El legado digital de las firmas de lujo: por qué la moda no puede permitirse el «error IBM»
La reciente sacudida en los mercados, con una oleada de ventas que borraron cerca de 40.000 millones de dólares de la valoración de IBM en un solo día, ha puesto sobre la mesa un debate que llevaba años incubándose en las salas de juntas de las grandes corporaciones, incluido el sector del lujo. La hipótesis que desencadenó la alarma fue sencilla: una nueva herramienta de inteligencia artificial promete automatizar la traducción de COBOL, el lenguaje de programación creado en 1959 que todavía sostiene sistemas críticos de banca, seguros y, de manera menos visible pero igualmente crucial, de gestión logística y de inventario para algunas de las redes globales de moda y retail más complejas del mundo.
La reacción del mercado se interpretó como un voto de confianza en la disrupción. Sin embargo, analistas del sector tecnológico y consultores especializados en transformación digital advierten que la lectura es peligrosamente simplista.

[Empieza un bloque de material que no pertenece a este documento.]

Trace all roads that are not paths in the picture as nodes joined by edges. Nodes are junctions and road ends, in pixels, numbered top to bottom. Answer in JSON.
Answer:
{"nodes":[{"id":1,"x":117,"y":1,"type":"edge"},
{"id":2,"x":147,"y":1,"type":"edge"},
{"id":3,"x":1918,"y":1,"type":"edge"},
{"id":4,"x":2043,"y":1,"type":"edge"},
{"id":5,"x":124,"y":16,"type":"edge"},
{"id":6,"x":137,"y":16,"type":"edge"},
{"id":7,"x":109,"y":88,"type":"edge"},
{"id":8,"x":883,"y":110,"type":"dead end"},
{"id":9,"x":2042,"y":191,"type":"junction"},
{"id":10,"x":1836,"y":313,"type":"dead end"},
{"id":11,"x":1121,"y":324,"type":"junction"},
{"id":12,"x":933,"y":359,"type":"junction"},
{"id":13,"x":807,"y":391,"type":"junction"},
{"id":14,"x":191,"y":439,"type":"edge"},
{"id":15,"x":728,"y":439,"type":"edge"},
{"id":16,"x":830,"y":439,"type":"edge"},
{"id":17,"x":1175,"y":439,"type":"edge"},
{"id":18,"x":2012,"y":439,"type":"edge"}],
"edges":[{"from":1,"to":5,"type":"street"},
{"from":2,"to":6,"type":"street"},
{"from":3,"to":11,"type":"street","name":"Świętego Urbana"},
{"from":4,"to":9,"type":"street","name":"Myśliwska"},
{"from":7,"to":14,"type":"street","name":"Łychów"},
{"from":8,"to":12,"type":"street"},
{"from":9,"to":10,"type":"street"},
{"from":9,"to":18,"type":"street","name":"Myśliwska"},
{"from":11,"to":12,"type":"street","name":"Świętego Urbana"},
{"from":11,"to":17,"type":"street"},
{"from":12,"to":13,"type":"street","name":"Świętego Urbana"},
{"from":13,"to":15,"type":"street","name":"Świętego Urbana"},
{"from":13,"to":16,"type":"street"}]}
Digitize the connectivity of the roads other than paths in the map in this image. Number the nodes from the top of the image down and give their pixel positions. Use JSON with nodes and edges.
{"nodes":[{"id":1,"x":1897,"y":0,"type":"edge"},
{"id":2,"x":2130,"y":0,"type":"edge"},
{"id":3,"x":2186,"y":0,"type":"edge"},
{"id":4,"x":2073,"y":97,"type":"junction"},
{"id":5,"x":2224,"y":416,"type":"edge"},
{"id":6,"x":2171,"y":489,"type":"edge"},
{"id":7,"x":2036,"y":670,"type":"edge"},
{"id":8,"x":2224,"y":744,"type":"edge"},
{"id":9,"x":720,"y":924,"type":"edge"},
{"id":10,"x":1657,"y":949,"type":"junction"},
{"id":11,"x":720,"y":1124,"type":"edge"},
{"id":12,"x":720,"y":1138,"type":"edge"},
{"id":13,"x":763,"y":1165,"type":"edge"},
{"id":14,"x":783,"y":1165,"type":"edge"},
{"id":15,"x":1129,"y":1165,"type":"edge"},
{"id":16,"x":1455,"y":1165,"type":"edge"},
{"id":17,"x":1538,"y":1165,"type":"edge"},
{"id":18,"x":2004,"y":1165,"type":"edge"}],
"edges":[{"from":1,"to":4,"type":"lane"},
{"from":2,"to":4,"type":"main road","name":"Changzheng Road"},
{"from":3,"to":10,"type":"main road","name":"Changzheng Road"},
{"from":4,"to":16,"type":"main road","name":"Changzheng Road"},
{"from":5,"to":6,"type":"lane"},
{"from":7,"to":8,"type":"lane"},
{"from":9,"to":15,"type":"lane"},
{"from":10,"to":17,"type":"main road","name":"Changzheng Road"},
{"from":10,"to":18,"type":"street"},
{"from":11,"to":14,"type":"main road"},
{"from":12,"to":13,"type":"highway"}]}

El verdadero valor de los sistemas heredados, especialmente en industrias donde la precisión, la seguridad y la inmutabilidad de los datos de transacciones son absolutas —como la gestión de pedidos de alta costura o el control de stock de una red de flagship stores—, no reside únicamente en el código fuente, sino en el ecosistema de hardware y software perfectamente conjugado que lo ejecuta.
La comunidad de mainframes, con IBM a la cabeza, argumenta que el grueso del trabajo de modernización nunca ha estado en la transcripción de una sintaxis a otra. «Traducir COBOL es la parte más sencilla», concede un directivo de servicios de consultoría que prefiere no ser citado. «El verdadero reto, y donde se concentra el coste y el riesgo, es rediseñar la arquitectura de datos, garantizar la integridad del procesamiento de transacciones en tiempo real y replicar el rendimiento de nivel empresarial que una plataforma como IBM Z ofrece gracias a décadas de co-diseño hardware-software». Para una firma de moda de lujo que basa su reputación en la entrega impecable y la gestión de pedidos de clientes VIP, un downtime de minutos o un error en la lógica de negocio de un sistema de asignación de inventario puede tener consecuencias catastróficas para la imagen de marca y la lealtad del cliente.
Este escenario dibuja un panorama competitivo más matizado. Para las empresas que ejecutan COBOL en entornos distribuidos (fuera del mainframe), las nuevas ofertas de IA representan una oportunidad real. Pero para aquellas cuyas operaciones nucleares dependen de la solidez de un mainframe, la ecuación cambia. La ventaja de IBM, y por extensión de cualquier proveedor asociado, ya no es solo el conocimiento del lenguaje, sino la comprensión profunda de la plataforma completa. Un analista senior de una firma de calificación crediticia lo resume: «Estamos hablando de sistemas que procesan transacciones globales con un nivel de determinismo y fiabilidad que los clústeres de servidores estándar aún no igualan de forma tan eficiente».
¿Qué deben hacer entonces los responsables de sistemas de las casas de moda y grandes grupos de retail? Los expertos coinciden en que el pánico provocado por los titulares no debe traducirse en una estrategia de «borrón y cuenta nueva». La prioridad es reevaluar con datos en mano cada iniciativa de modernización aplazada. La clave está en realizar pilotos controlados y extremadamente delimitados, no en cambiar proveedores a ciegas. Se debe medir con lupa la calidad del mapeo de dependencias, la recuperación de la lógica de negocio oculta en el código y, sobre todo, el impacto en el rendimiento y la fiabilidad operativa una vez finalizada la migración.
El mensaje final es una advertencia para el consejo de administración: la modernización impulsada por IA es un acelerador poderoso dentro de un programa disciplinado, con hitos medibles y salvaguardas de riesgo claras. No es un botón mágico de conversión. El patrimonio digital de una empresa de moda, con toda su lógica de negocio única y sus procesos de control incorporados, es demasiado valioso como para confiar su futuro a una transcripción automática. La tecnología del siglo XXI debe aprender a dialogar, y no a enterrar, la solidez probada del siglo XX. Quienes entiendan esto, blindarán su operativa; quienes lo ignoren, podrían convertir su ventaja competitiva en un problema de continuity de dimensiones históricas.